• **RECORDS FOR THIS TASK**
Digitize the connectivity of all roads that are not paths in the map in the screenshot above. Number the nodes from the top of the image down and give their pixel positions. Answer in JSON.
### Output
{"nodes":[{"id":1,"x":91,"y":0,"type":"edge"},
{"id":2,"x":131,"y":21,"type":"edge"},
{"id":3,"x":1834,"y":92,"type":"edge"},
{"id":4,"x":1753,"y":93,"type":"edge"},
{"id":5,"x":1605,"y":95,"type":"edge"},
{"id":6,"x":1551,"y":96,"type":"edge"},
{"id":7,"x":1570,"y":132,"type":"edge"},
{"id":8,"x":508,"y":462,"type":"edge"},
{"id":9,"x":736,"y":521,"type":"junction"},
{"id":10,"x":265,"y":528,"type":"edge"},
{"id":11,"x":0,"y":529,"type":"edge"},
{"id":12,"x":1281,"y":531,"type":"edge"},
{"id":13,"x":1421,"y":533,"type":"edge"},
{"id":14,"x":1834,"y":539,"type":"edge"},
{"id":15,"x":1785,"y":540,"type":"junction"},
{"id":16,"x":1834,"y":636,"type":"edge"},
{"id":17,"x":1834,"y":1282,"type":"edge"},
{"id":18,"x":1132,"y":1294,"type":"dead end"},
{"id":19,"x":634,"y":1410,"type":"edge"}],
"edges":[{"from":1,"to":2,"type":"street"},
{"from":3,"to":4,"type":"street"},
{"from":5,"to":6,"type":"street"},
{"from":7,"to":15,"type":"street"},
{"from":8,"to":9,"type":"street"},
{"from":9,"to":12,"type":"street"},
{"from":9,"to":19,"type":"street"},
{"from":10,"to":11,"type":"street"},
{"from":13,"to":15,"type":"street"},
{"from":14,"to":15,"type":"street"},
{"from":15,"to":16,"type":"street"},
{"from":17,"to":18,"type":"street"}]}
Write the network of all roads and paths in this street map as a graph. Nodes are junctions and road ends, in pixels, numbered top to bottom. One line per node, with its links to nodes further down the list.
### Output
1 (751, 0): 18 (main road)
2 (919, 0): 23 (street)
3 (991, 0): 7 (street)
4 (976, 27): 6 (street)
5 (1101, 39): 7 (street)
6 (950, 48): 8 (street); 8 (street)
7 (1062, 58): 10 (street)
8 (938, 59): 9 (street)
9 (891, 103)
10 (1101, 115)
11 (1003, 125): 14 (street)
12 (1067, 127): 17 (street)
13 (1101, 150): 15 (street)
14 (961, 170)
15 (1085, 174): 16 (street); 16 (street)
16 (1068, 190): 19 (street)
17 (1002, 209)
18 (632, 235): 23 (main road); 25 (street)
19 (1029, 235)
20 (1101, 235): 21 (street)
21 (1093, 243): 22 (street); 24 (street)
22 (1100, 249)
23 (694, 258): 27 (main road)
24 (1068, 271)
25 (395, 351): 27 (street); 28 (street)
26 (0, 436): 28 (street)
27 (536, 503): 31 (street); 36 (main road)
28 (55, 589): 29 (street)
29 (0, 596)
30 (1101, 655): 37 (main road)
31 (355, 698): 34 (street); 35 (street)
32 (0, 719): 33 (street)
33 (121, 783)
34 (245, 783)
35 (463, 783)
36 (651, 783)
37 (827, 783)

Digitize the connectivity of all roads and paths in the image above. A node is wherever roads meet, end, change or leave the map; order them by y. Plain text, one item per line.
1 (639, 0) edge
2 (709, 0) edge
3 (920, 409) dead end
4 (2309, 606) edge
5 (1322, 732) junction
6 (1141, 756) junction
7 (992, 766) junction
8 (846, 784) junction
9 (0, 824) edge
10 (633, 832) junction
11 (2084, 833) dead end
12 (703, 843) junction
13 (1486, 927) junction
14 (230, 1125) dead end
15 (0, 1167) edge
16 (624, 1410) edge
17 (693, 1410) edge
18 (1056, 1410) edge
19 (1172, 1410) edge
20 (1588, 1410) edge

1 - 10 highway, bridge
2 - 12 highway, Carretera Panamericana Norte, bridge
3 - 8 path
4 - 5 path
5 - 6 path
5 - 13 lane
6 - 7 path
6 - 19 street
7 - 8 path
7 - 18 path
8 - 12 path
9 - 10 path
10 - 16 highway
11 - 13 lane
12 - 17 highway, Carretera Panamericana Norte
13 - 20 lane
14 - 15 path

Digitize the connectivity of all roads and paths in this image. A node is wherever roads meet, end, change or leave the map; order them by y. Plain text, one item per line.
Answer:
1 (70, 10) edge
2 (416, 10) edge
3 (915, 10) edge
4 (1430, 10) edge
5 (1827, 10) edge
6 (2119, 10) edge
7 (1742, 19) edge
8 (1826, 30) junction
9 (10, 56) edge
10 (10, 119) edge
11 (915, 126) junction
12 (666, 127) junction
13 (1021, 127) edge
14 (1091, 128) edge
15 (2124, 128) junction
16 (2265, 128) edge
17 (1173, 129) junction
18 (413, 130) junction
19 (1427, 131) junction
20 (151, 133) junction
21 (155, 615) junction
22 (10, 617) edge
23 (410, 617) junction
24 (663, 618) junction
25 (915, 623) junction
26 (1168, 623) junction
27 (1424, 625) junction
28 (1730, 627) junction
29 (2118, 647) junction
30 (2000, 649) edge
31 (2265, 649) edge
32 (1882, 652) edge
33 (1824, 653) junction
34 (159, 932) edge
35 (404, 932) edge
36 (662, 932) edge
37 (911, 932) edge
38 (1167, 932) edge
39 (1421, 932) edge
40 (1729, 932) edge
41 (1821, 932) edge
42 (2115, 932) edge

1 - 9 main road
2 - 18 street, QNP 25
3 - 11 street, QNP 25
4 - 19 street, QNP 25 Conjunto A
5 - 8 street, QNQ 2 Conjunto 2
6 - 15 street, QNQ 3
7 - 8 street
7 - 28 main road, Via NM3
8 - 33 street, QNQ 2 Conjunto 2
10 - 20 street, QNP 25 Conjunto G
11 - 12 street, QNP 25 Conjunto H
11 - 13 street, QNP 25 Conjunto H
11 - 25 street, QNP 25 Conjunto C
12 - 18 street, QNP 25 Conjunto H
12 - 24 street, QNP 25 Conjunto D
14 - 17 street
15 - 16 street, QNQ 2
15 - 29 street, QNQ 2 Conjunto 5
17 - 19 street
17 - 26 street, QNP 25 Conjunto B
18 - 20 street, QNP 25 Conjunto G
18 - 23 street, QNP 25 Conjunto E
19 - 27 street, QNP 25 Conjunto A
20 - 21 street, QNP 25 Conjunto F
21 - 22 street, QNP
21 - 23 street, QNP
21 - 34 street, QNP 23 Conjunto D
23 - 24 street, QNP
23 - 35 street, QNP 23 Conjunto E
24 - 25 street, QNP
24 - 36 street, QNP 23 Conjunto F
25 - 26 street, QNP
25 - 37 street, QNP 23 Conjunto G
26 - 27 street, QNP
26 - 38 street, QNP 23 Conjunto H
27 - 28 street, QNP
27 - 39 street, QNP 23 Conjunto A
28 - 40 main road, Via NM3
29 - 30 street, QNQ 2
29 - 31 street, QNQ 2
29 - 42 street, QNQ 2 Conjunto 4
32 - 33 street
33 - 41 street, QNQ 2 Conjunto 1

• **WHAT THE TASK ASKS**
Return each line above exactly.

• **SOLUTION BELOW**
Digitize the connectivity of all roads that are not paths in the map in the screenshot above. Number the nodes from the top of the image down and give their pixel positions. Answer in JSON.
### Output
{"nodes":[{"id":1,"x":91,"y":0,"type":"edge"},
{"id":2,"x":131,"y":21,"type":"edge"},
{"id":3,"x":1834,"y":92,"type":"edge"},
{"id":4,"x":1753,"y":93,"type":"edge"},
{"id":5,"x":1605,"y":95,"type":"edge"},
{"id":6,"x":1551,"y":96,"type":"edge"},
{"id":7,"x":1570,"y":132,"type":"edge"},
{"id":8,"x":508,"y":462,"type":"edge"},
{"id":9,"x":736,"y":521,"type":"junction"},
{"id":10,"x":265,"y":528,"type":"edge"},
{"id":11,"x":0,"y":529,"type":"edge"},
{"id":12,"x":1281,"y":531,"type":"edge"},
{"id":13,"x":1421,"y":533,"type":"edge"},
{"id":14,"x":1834,"y":539,"type":"edge"},
{"id":15,"x":1785,"y":540,"type":"junction"},
{"id":16,"x":1834,"y":636,"type":"edge"},
{"id":17,"x":1834,"y":1282,"type":"edge"},
{"id":18,"x":1132,"y":1294,"type":"dead end"},
{"id":19,"x":634,"y":1410,"type":"edge"}],
"edges":[{"from":1,"to":2,"type":"street"},
{"from":3,"to":4,"type":"street"},
{"from":5,"to":6,"type":"street"},
{"from":7,"to":15,"type":"street"},
{"from":8,"to":9,"type":"street"},
{"from":9,"to":12,"type":"street"},
{"from":9,"to":19,"type":"street"},
{"from":10,"to":11,"type":"street"},
{"from":13,"to":15,"type":"street"},
{"from":14,"to":15,"type":"street"},
{"from":15,"to":16,"type":"street"},
{"from":17,"to":18,"type":"street"}]}
Write the network of all roads and paths in this street map as a graph. Nodes are junctions and road ends, in pixels, numbered top to bottom. One line per node, with its links to nodes further down the list.
### Output
1 (751, 0): 18 (main road)
2 (919, 0): 23 (street)
3 (991, 0): 7 (street)
4 (976, 27): 6 (street)
5 (1101, 39): 7 (street)
6 (950, 48): 8 (street); 8 (street)
7 (1062, 58): 10 (street)
8 (938, 59): 9 (street)
9 (891, 103)
10 (1101, 115)
11 (1003, 125): 14 (street)
12 (1067, 127): 17 (street)
13 (1101, 150): 15 (street)
14 (961, 170)
15 (1085, 174): 16 (street); 16 (street)
16 (1068, 190): 19 (street)
17 (1002, 209)
18 (632, 235): 23 (main road); 25 (street)
19 (1029, 235)
20 (1101, 235): 21 (street)
21 (1093, 243): 22 (street); 24 (street)
22 (1100, 249)
23 (694, 258): 27 (main road)
24 (1068, 271)
25 (395, 351): 27 (street); 28 (street)
26 (0, 436): 28 (street)
27 (536, 503): 31 (street); 36 (main road)
28 (55, 589): 29 (street)
29 (0, 596)
30 (1101, 655): 37 (main road)
31 (355, 698): 34 (street); 35 (street)
32 (0, 719): 33 (street)
33 (121, 783)
34 (245, 783)
35 (463, 783)
36 (651, 783)
37 (827, 783)

Digitize the connectivity of all roads and paths in the image above. A node is wherever roads meet, end, change or leave the map; order them by y. Plain text, one item per line.
1 (639, 0) edge
2 (709, 0) edge
3 (920, 409) dead end
4 (2309, 606) edge
5 (1322, 732) junction
6 (1141, 756) junction
7 (992, 766) junction
8 (846, 784) junction
9 (0, 824) edge
10 (633, 832) junction
11 (2084, 833) dead end
12 (703, 843) junction
13 (1486, 927) junction
14 (230, 1125) dead end
15 (0, 1167) edge
16 (624, 1410) edge
17 (693, 1410) edge
18 (1056, 1410) edge
19 (1172, 1410) edge
20 (1588, 1410) edge

1 - 10 highway, bridge
2 - 12 highway, Carretera Panamericana Norte, bridge
3 - 8 path
4 - 5 path
5 - 6 path
5 - 13 lane
6 - 7 path
6 - 19 street
7 - 8 path
7 - 18 path
8 - 12 path
9 - 10 path
10 - 16 highway
11 - 13 lane
12 - 17 highway, Carretera Panamericana Norte
13 - 20 lane
14 - 15 path

Digitize the connectivity of all roads and paths in this image. A node is wherever roads meet, end, change or leave the map; order them by y. Plain text, one item per line.
Answer:
1 (70, 10) edge
2 (416, 10) edge
3 (915, 10) edge
4 (1430, 10) edge
5 (1827, 10) edge
6 (2119, 10) edge
7 (1742, 19) edge
8 (1826, 30) junction
9 (10, 56) edge
10 (10, 119) edge
11 (915, 126) junction
12 (666, 127) junction
13 (1021, 127) edge
14 (1091, 128) edge
15 (2124, 128) junction
16 (2265, 128) edge
17 (1173, 129) junction
18 (413, 130) junction
19 (1427, 131) junction
20 (151, 133) junction
21 (155, 615) junction
22 (10, 617) edge
23 (410, 617) junction
24 (663, 618) junction
25 (915, 623) junction
26 (1168, 623) junction
27 (1424, 625) junction
28 (1730, 627) junction
29 (2118, 647) junction
30 (2000, 649) edge
31 (2265, 649) edge
32 (1882, 652) edge
33 (1824, 653) junction
34 (159, 932) edge
35 (404, 932) edge
36 (662, 932) edge
37 (911, 932) edge
38 (1167, 932) edge
39 (1421, 932) edge
40 (1729, 932) edge
41 (1821, 932) edge
42 (2115, 932) edge

1 - 9 main road
2 - 18 street, QNP 25
3 - 11 street, QNP 25
4 - 19 street, QNP 25 Conjunto A
5 - 8 street, QNQ 2 Conjunto 2
6 - 15 street, QNQ 3
7 - 8 street
7 - 28 main road, Via NM3
8 - 33 street, QNQ 2 Conjunto 2
10 - 20 street, QNP 25 Conjunto G
11 - 12 street, QNP 25 Conjunto H
11 - 13 street, QNP 25 Conjunto H
11 - 25 street, QNP 25 Conjunto C
12 - 18 street, QNP 25 Conjunto H
12 - 24 street, QNP 25 Conjunto D
14 - 17 street
15 - 16 street, QNQ 2
15 - 29 street, QNQ 2 Conjunto 5
17 - 19 street
17 - 26 street, QNP 25 Conjunto B
18 - 20 street, QNP 25 Conjunto G
18 - 23 street, QNP 25 Conjunto E
19 - 27 street, QNP 25 Conjunto A
20 - 21 street, QNP 25 Conjunto F
21 - 22 street, QNP
21 - 23 street, QNP
21 - 34 street, QNP 23 Conjunto D
23 - 24 street, QNP
23 - 35 street, QNP 23 Conjunto E
24 - 25 street, QNP
24 - 36 street, QNP 23 Conjunto F
25 - 26 street, QNP
25 - 37 street, QNP 23 Conjunto G
26 - 27 street, QNP
26 - 38 street, QNP 23 Conjunto H
27 - 28 street, QNP
27 - 39 street, QNP 23 Conjunto A
28 - 40 main road, Via NM3
29 - 30 street, QNQ 2
29 - 31 street, QNQ 2
29 - 42 street, QNQ 2 Conjunto 4
32 - 33 street
33 - 41 street, QNQ 2 Conjunto 1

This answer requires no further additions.